YOUR GOAL. Repeat each record below exactly, omitting whatever pictures appear in it.

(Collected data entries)
⟨

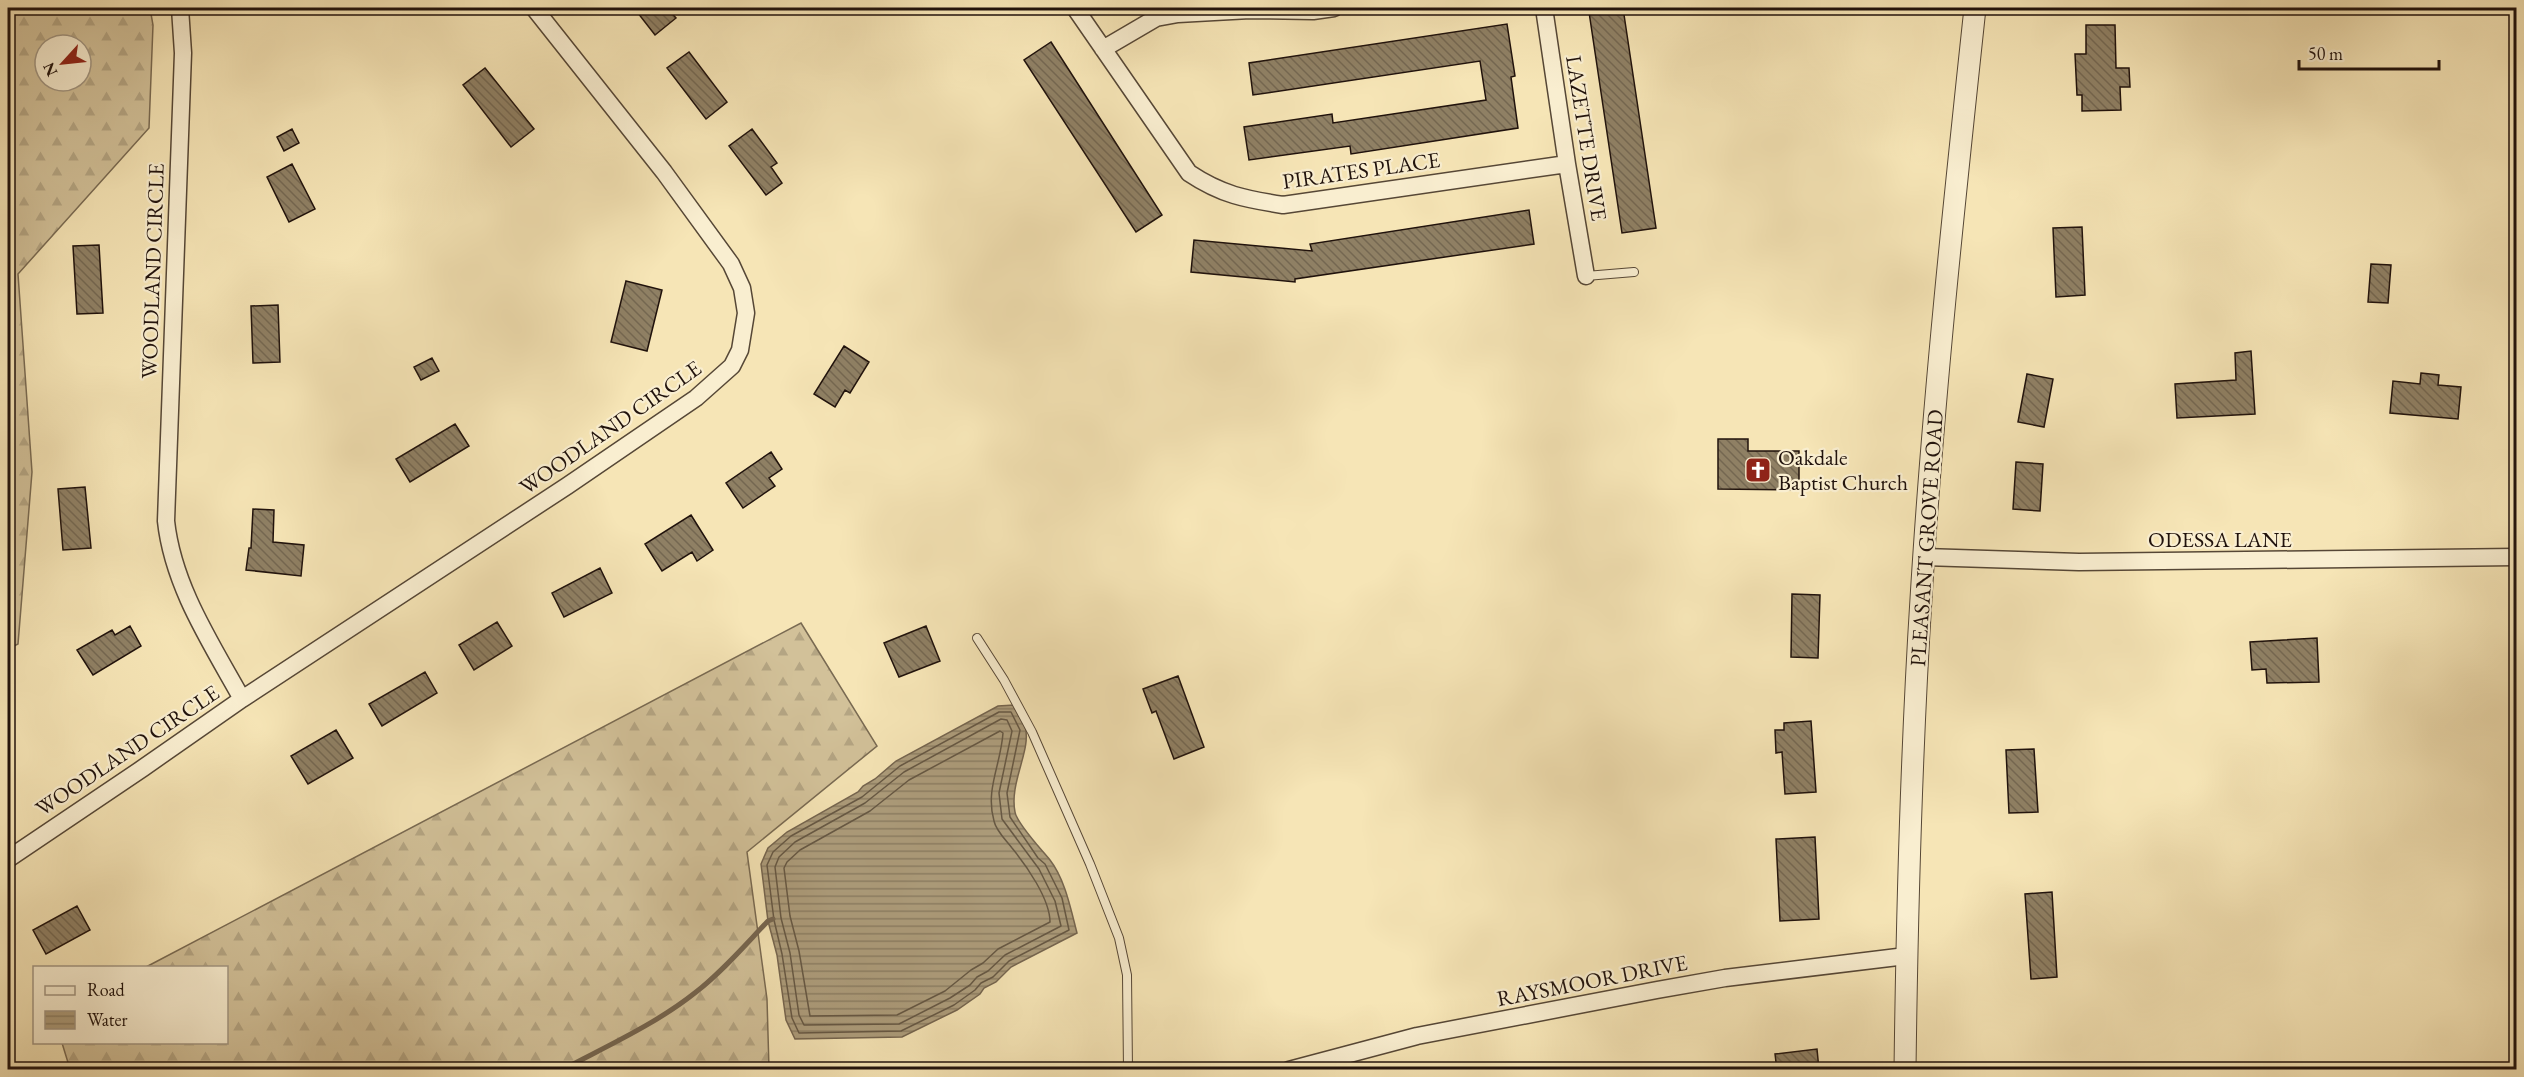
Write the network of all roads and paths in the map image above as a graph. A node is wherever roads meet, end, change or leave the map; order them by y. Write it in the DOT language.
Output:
graph roads {
  1 [pos="180,8"];
  2 [pos="534,8"];
  3 [pos="1075,8"];
  4 [pos="1334,8"];
  5 [pos="1544,8"];
  6 [pos="1976,8"];
  7 [pos="1103,49"];
  8 [pos="1567,164"];
  9 [pos="1634,272"];
  10 [pos="1586,276"];
  11 [pos="1924,557"];
  12 [pos="2517,557"];
  13 [pos="977,639"];
  14 [pos="242,699"];
  15 [pos="8,859"];
  16 [pos="1906,956"];
  17 [pos="1128,1070"];
  18 [pos="1289,1070"];
  19 [pos="1905,1070"];
  1 -- 14 [label="street, WOODLAND CIRCLE"];
  2 -- 14 [label="street, WOODLAND CIRCLE"];
  3 -- 7 [label="street, PIRATES PLACE"];
  4 -- 7 [label="street"];
  5 -- 8 [label="street, LAZETTE DRIVE"];
  6 -- 11 [label="street, PLEASANT GROVE ROAD"];
  7 -- 8 [label="street, PIRATES PLACE"];
  8 -- 10 [label="street, LAZETTE DRIVE"];
  9 -- 10 [label="lane"];
  11 -- 12 [label="street, ODESSA LANE"];
  11 -- 16 [label="street, PLEASANT GROVE ROAD"];
  13 -- 17 [label="lane"];
  14 -- 15 [label="street, WOODLAND CIRCLE"];
  16 -- 18 [label="street, RAYSMOOR DRIVE"];
  16 -- 19 [label="street, PLEASANT GROVE ROAD"];
}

⟩

EXERCISE RESPONSE.
Write the network of all roads and paths in the map image above as a graph. A node is wherever roads meet, end, change or leave the map; order them by y. Write it in the DOT language.
Output:
graph roads {
  1 [pos="180,8"];
  2 [pos="534,8"];
  3 [pos="1075,8"];
  4 [pos="1334,8"];
  5 [pos="1544,8"];
  6 [pos="1976,8"];
  7 [pos="1103,49"];
  8 [pos="1567,164"];
  9 [pos="1634,272"];
  10 [pos="1586,276"];
  11 [pos="1924,557"];
  12 [pos="2517,557"];
  13 [pos="977,639"];
  14 [pos="242,699"];
  15 [pos="8,859"];
  16 [pos="1906,956"];
  17 [pos="1128,1070"];
  18 [pos="1289,1070"];
  19 [pos="1905,1070"];
  1 -- 14 [label="street, WOODLAND CIRCLE"];
  2 -- 14 [label="street, WOODLAND CIRCLE"];
  3 -- 7 [label="street, PIRATES PLACE"];
  4 -- 7 [label="street"];
  5 -- 8 [label="street, LAZETTE DRIVE"];
  6 -- 11 [label="street, PLEASANT GROVE ROAD"];
  7 -- 8 [label="street, PIRATES PLACE"];
  8 -- 10 [label="street, LAZETTE DRIVE"];
  9 -- 10 [label="lane"];
  11 -- 12 [label="street, ODESSA LANE"];
  11 -- 16 [label="street, PLEASANT GROVE ROAD"];
  13 -- 17 [label="lane"];
  14 -- 15 [label="street, WOODLAND CIRCLE"];
  16 -- 18 [label="street, RAYSMOOR DRIVE"];
  16 -- 19 [label="street, PLEASANT GROVE ROAD"];
}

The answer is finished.